▶ _Aim of the exercise_:
Across the following data, state how many lines include the word "roads". Provide the number alone.

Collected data
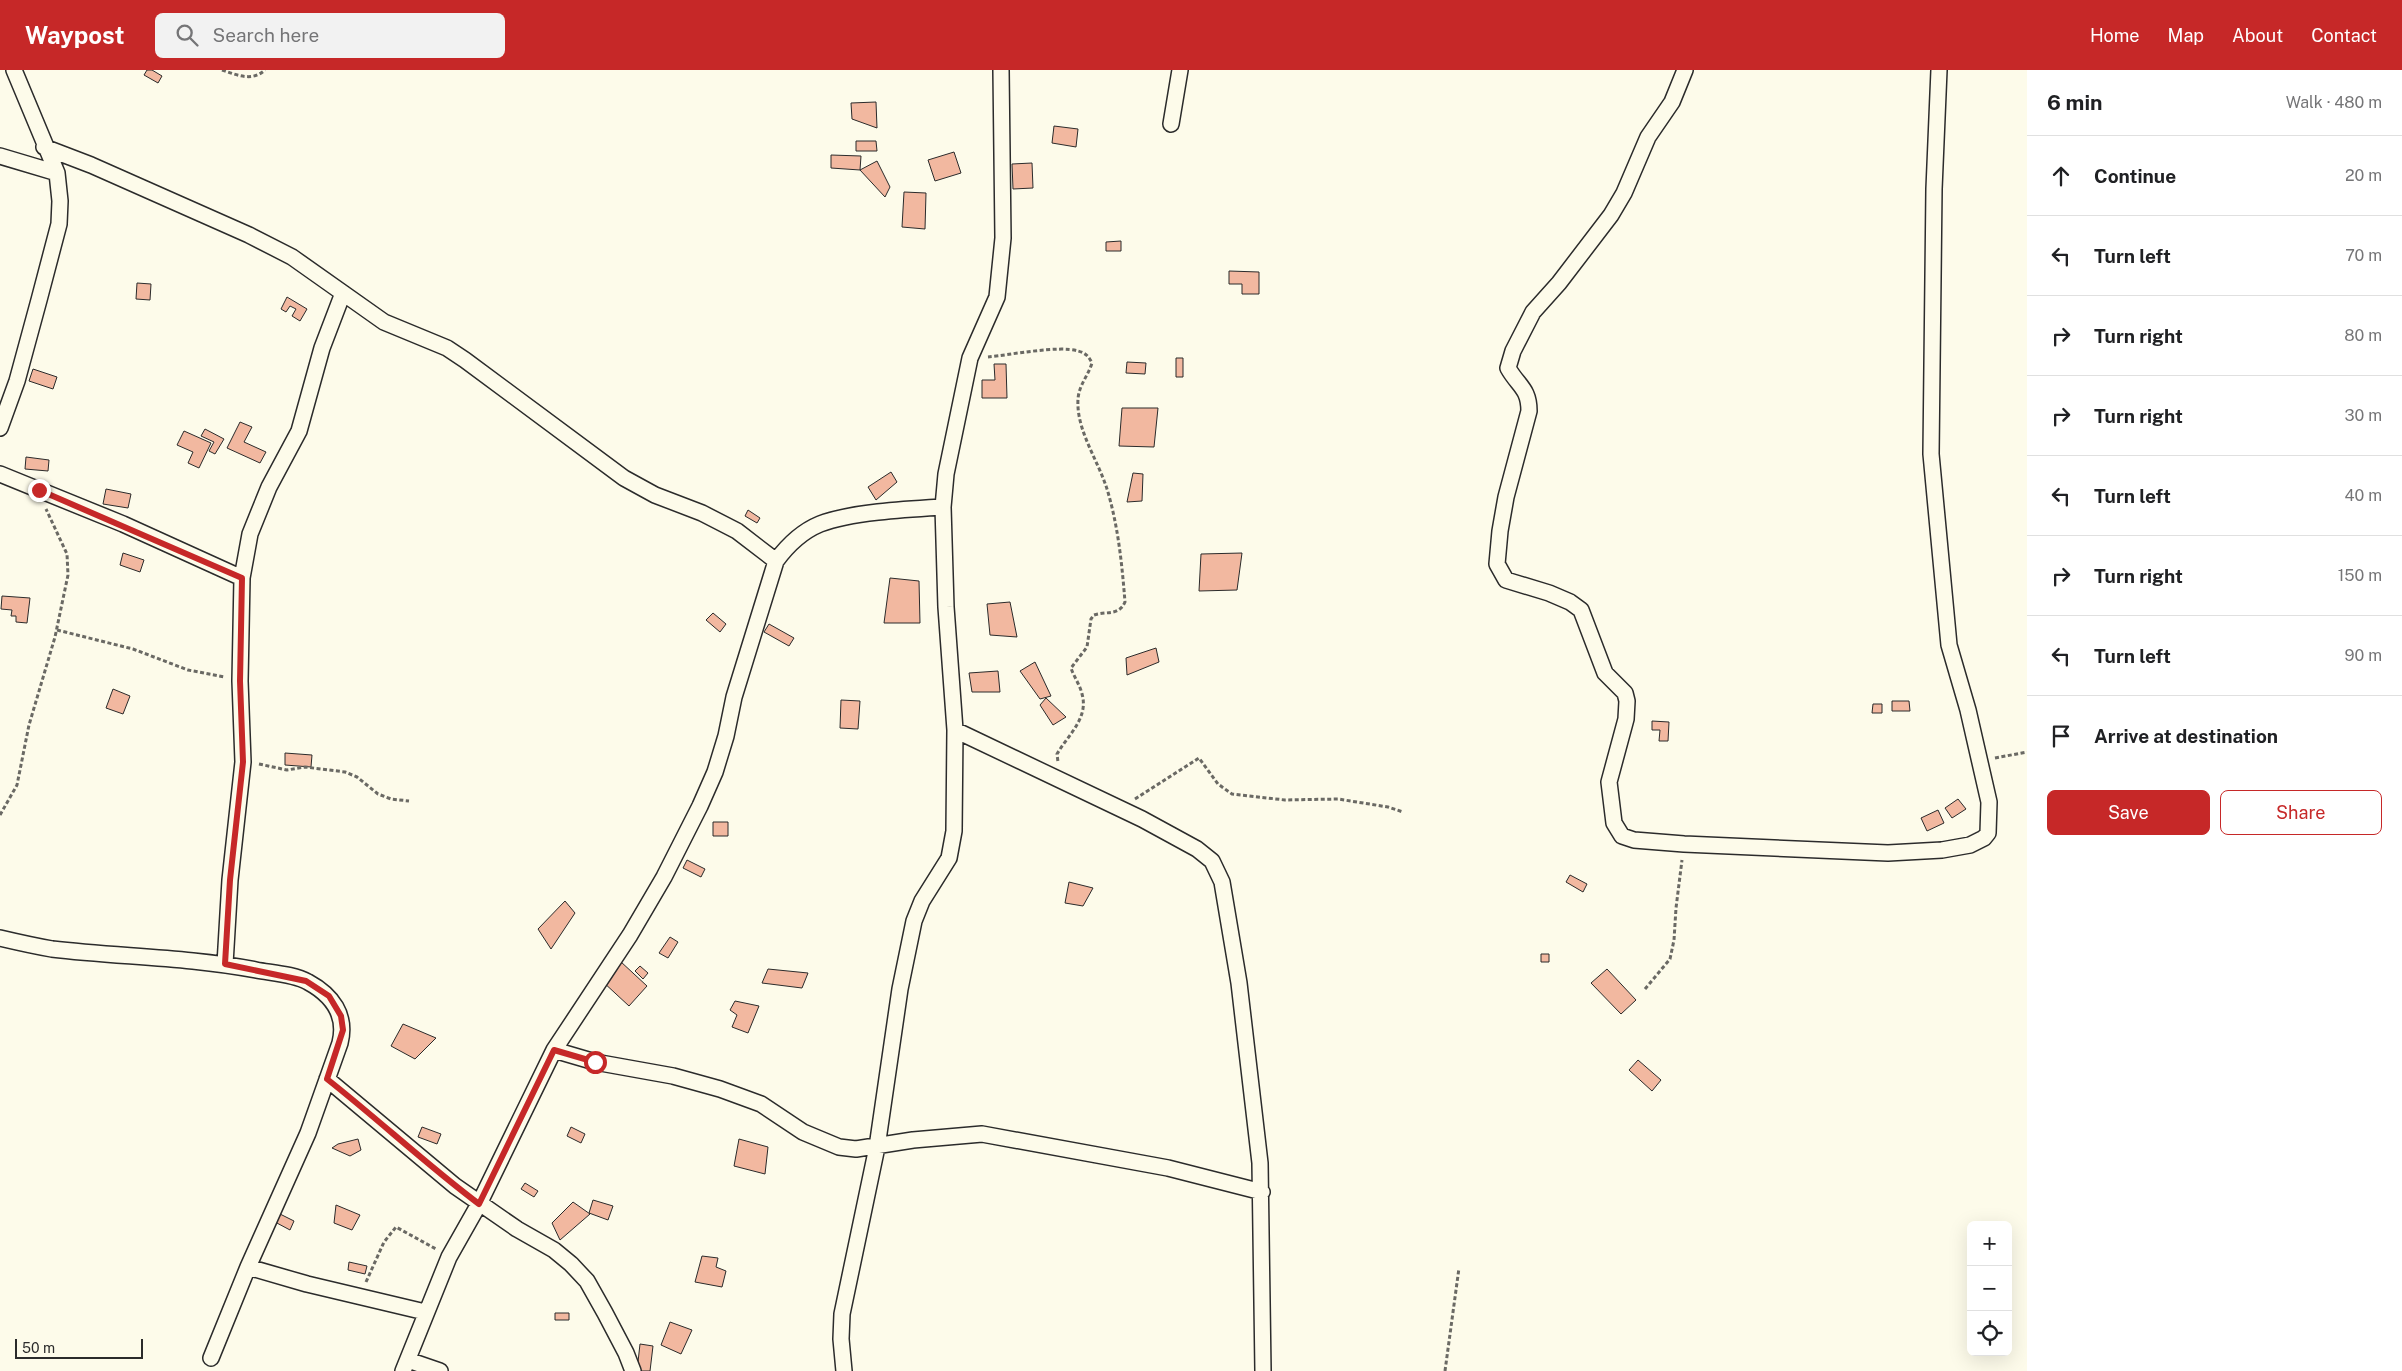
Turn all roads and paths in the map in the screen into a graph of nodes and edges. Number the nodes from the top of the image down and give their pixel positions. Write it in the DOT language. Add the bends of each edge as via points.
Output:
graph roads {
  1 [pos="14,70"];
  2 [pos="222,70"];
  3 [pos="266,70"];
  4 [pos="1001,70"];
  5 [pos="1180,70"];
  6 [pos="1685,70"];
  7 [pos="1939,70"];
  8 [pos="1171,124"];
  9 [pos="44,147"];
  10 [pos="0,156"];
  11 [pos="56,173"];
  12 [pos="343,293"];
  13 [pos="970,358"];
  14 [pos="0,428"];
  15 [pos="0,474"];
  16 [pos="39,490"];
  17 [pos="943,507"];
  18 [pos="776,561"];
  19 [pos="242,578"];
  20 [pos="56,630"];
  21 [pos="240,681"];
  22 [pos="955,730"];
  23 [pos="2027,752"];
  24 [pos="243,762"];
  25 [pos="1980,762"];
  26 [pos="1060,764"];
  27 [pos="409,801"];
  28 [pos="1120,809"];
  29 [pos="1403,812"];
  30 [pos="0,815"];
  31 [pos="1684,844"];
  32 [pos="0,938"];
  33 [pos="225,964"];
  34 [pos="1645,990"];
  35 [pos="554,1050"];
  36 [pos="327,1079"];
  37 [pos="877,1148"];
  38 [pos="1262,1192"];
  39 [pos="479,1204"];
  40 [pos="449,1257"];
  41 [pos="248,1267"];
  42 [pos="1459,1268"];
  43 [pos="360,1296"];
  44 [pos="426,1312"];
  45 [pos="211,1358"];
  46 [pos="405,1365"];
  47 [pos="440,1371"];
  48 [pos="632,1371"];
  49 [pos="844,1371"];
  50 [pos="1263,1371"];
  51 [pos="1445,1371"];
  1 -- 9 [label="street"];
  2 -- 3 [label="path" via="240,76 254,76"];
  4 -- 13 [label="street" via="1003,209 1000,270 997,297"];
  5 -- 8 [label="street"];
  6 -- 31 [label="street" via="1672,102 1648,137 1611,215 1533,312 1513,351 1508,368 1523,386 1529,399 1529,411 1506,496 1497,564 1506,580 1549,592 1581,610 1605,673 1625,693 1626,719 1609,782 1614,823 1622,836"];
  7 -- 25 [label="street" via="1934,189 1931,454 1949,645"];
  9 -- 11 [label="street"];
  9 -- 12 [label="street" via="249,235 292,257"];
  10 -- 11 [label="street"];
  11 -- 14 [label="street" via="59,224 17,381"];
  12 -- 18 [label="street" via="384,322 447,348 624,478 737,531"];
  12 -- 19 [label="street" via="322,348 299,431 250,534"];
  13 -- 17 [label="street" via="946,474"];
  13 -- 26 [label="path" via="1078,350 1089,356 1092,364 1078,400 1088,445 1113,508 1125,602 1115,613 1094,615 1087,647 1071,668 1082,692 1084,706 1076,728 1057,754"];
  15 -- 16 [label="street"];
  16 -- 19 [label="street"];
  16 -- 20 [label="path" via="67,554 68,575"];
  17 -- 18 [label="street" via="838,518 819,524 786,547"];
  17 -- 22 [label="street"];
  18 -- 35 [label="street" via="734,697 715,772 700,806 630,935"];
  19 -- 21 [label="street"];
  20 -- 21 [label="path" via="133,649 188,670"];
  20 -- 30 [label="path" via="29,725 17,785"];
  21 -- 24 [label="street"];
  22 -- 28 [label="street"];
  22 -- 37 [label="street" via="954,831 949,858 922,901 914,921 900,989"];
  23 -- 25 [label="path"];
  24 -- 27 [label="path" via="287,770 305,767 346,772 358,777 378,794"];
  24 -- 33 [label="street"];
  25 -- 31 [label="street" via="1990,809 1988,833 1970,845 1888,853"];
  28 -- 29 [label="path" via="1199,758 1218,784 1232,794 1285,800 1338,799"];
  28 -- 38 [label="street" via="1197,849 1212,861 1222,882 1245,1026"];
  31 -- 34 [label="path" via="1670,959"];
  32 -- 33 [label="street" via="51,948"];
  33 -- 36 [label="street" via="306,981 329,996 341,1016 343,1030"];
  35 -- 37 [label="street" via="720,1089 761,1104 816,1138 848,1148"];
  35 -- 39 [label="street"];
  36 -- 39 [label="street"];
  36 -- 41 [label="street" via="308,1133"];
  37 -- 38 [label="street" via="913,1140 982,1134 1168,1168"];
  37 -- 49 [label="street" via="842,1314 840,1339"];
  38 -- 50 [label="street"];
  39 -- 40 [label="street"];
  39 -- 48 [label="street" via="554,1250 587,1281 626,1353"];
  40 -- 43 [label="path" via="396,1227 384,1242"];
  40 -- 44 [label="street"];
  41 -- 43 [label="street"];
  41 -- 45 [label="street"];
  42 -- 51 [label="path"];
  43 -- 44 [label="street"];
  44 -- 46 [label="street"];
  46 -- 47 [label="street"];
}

▶ _Answer space_:
2